A phase 1/2 clinical trial for adolescents and adults with recurrent, refractory, or progressive osteosarcoma

 

On July 11th, MedPacto, a genome-based drug discovery and clinical-stage biotechnology company, announced the submission of an investigational new drug (IND) application to the U.S. Food and Drug Administration (FDA) for its Vactosertib as a single agent in patients with recurrent, refractory or progressive osteosarcoma.

 

Case Western Reserve University School of Medicine, UH Rainbow Babies and Children's Hospital is designated as one of the clinical trial institutions. It is an upcoming global and multicenter clinical trial, a phase 1/2 study to assess the safety, tolerability, pharmacokinetics, and antitumor activity of Vactosertib as a single agent in a total of 48 patients including adolescents (ages 14-18) and adults with recurrent, refractory or progressive osteosarcoma.

 

Osteosarcoma, a malignant osseous neoplasm that usually develops in connective tissue, such as bone, cartilage, or muscle, is one of the most commonly reported rare cancers that accounts for 5.6% of sarcoma cancer. It can develop at any age, but most cases occur during childhood, early adolescence, and young adulthood, and among the reported cases, 25~50% experience lung metastasis even during chemotherapy.

 

Osteosarcoma treatment typically involves surgery, chemotherapy, and radiation therapy.
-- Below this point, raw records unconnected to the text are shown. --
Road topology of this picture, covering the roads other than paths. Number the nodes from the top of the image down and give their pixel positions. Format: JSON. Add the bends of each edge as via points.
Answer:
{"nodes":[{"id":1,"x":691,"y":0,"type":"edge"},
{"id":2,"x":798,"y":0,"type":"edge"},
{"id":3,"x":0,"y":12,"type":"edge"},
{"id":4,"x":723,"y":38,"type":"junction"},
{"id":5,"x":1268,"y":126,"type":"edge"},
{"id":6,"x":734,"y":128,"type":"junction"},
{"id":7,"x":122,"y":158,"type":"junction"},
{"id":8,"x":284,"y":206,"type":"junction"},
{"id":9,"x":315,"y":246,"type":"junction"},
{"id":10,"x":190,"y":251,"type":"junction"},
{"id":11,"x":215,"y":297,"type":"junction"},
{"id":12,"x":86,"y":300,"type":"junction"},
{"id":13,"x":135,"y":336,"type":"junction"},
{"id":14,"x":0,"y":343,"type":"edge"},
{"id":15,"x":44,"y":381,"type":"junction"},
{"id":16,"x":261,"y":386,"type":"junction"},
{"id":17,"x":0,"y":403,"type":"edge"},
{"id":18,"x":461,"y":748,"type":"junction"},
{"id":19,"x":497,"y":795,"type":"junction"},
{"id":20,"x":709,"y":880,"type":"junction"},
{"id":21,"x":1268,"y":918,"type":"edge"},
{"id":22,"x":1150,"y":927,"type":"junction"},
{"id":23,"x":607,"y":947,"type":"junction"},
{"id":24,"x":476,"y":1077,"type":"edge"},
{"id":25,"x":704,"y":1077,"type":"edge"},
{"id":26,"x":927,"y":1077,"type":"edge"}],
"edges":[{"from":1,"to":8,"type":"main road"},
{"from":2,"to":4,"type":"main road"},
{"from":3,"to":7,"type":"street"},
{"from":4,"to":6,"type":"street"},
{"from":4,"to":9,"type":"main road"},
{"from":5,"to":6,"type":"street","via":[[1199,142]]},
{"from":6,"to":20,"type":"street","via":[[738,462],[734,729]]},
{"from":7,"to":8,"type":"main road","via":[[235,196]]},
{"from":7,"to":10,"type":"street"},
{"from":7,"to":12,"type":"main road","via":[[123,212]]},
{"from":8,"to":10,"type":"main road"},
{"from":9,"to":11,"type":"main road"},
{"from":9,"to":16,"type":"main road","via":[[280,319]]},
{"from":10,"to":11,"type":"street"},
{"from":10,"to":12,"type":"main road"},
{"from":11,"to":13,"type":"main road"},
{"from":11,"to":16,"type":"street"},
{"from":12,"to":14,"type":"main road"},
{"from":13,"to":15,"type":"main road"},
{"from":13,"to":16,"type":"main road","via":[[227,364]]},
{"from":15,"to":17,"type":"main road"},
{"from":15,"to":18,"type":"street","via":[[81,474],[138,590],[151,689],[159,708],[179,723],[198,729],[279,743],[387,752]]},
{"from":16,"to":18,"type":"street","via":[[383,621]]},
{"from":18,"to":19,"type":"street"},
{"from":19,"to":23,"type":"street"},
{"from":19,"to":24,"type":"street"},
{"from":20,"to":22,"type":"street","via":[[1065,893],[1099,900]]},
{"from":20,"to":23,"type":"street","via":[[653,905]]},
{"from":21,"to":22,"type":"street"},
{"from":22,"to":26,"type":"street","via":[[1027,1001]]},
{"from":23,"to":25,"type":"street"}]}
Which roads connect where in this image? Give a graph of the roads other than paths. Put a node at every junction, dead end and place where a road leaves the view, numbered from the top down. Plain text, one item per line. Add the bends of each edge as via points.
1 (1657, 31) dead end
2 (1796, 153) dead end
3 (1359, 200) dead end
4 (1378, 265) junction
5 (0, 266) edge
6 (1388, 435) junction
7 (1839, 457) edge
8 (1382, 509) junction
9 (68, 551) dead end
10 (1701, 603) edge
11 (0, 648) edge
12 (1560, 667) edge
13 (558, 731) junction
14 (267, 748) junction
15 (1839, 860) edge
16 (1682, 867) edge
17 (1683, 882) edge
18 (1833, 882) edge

Surgeries in parallel with chemotherapy makes up roughly 45.5% of all total treatments while drug treatment makes up only 15.9%, hence there is a growing need for new treatment options.

 

“This upcoming clinical trial is to assess the safety, tolerability, pharmacokinetics, and antitumor activity of Vactosertib as a single agent in adolescents and adults with recurrent, refractory or progressive osteosarcoma.”, “We may expand into safety/efficacy into a larger population upon results from an interim analysis,” stated a MedPacto representative.